*Beaglebone White Spotted at a MicroCenter!!* FYI,

Beaglebone White Spotted at a MicroCenter!!

FYI, I made another visit to my local MicroCenter (a US retail chain) today, probably the 4th visit in 2013. Notable trends:

  1. The DIY electronics section is expanding at the expense of computer books. I estimate that the linear footage has tripled.

  2. The number of DIY electronics vendors is growing and their sections are now distinct and better-organized - Sparkfun, Parallax, etc. Even Arduino has its own product space now. Earlier this year the boards (usually UNOs) would be randomly tucked in between non-Arduino items.

  3. There was a single Beaglebone White lying on a shelf, out of context with other products. There was nothing else there from CircuitCo.

My real job is a non-IT management position for a major home improvement retailer so I speak with some authority:

  • CircuitCo, get some field reps into MicroCenter stores and fight for some shelf space! What I saw today was lame.

  • CircuitCo, your lead product is the Beaglebone Black at $45, not the White. You have a winner now. Look at how fast this Google+ community grew this year. It is time to put some real marketing dollars into this. Design a kiosk or wingstack - retailers love something that sets up in 10 minutes and starts ringing up sales 10 minutes after that.

You are competing for mindshare as well as market share. In addition to the great price, you can leverage the BBB’s tight relationship with Linux, Javascript, and node.js - all proven, open source winners. And all representing skills that are in demand.

IMHO, but I could be wrong.

@David_Anders FYI

https://plus.google.com/117542001281850354871/posts/dXnpTxAc9Yq

I’d put some emphasis on currently. We won’t necessarily gear up for it, but I think there is interest and we know roughly what needs to be done. Just need to figure out if it is worth the effort or not.

Sparkfun had apparently had trouble getting to be distys for the BBB, so there might still be some supply chain problems. Still I never thought I’d be jealous that we have a Fry’s here but no Micro Center.

I think the BBB is at a market share turning point.

  • I am inferring from some of the previous comments of this post that MicroCenter has placed some BBB’s and BBW’s in its stores without a promotional “nudge” from CircuitCo, Beaglebone.org, or TI. In the shelf space I looked at yesterday, the Raspberry Pi and the Arduino were well represented. However, most of the space was the “proto” add-on products like joysticks, servos, Xbees, etc.

  • In general, we see MicroCenter clearly trying to improve its merchandising of DIY electronics. In the background we all know that they are putting their “brick” infrastructure up against Amazon’s “click” infrastructure. This is a tough battle and you need to help them without offending Amazon.

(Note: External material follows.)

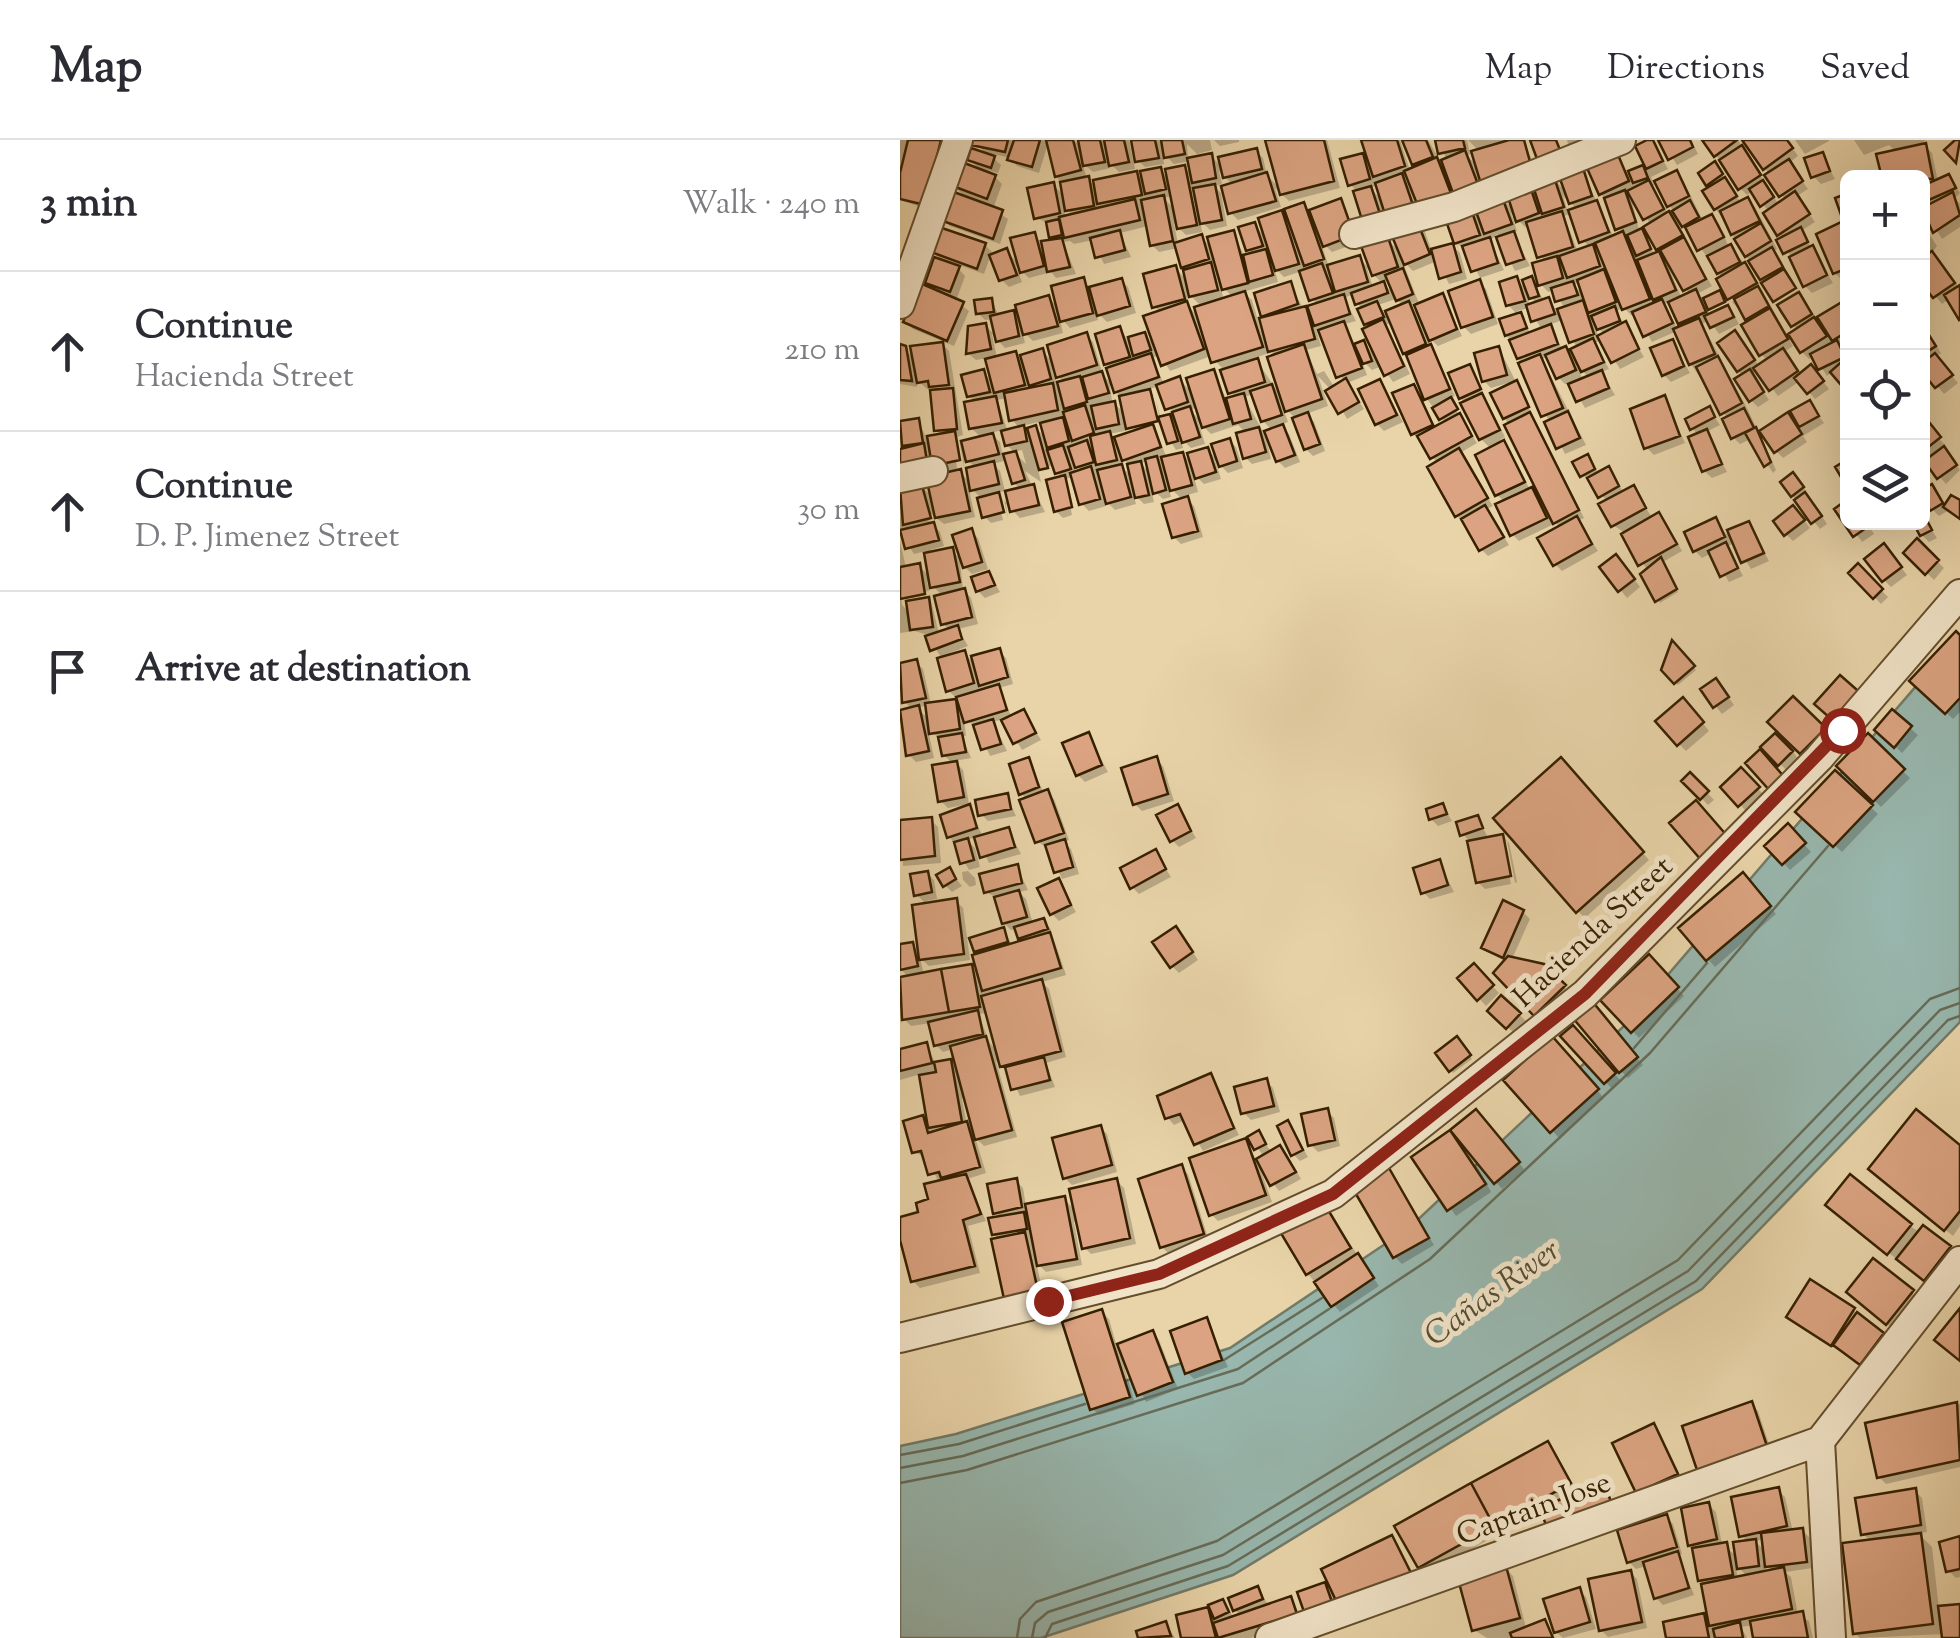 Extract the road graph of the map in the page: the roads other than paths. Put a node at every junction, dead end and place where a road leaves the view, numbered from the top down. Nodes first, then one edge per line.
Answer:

  • I like to think that I am typical which is probably a conceit. Nonetheless, my few days with my BBB has led to me: (a) improving my skill with my household Verizon router, (b) using my intermediate Javascript skills in a new venue, © learning some Linux command line skills from scratch (although my pre-Windows MS DOS experience helped), (d) learning node.js skills from scratch (for those of you not exploring node.js/Bonescript with your Beaglebone products you are overlooking a winner), (e) a small detour into electro-chemistry (has anyone ever wondered why there are no 5V batteries for all our 5V electronic devices?), and of course (f) those proto add-ons.

My point is that all of this skill and knowledge improvement was leveraged off of a somewhat complicated, somewhat hard-to-get, yet awesome $45 product.

So here are the market share turning point opportunities: Simplify the “complicated”. Streamline the “hard-to-get”.

  • Simplification > I think you need to bundle some items with the BBB that are interesting and instructional. Yes, that increases the price but one can still be well under $100. One of the biggest reasons I hesitated was the 47+ forks of Linux and the whinging about Angstrom issues in this community; I am doing my own simplification by sticking with Angstrom for now. I think your next market opportunity is the 8-year age interval of high school and college science students.

  • Streamline > Someone has to talk to MicroCenter (and Fry’s) and get the product in the channel with the proper support. At my company, a big retailer, we guarantee that the customer will see our vendors’ products displayed in a consistent, professional way in California, Texas, Michigan, Pennsylvania (where I live), and everywhere in between.

Open source is wonderful, but it is the enemy of simplification.

The Apple II+ I bought over 30 years ago was anything but open source. Yet one could write Basic programs within 15 minutes of opening the box. It had a really good spiral notebook manual. It was a simple learning experience. Its price was many multiples of $45. As such, the Apple II+, which pre-dated the Mac by years, was a historical moment in marketing a new technology to a skeptical public. Perhaps it is a benchmark lesson for the BBB.

Be careful what you wish for… CircuitCo gets bought out, the board only flashes an LED and makes barking noises, and is available at the big box store for 9.99. I’m actually sick of this business model myself.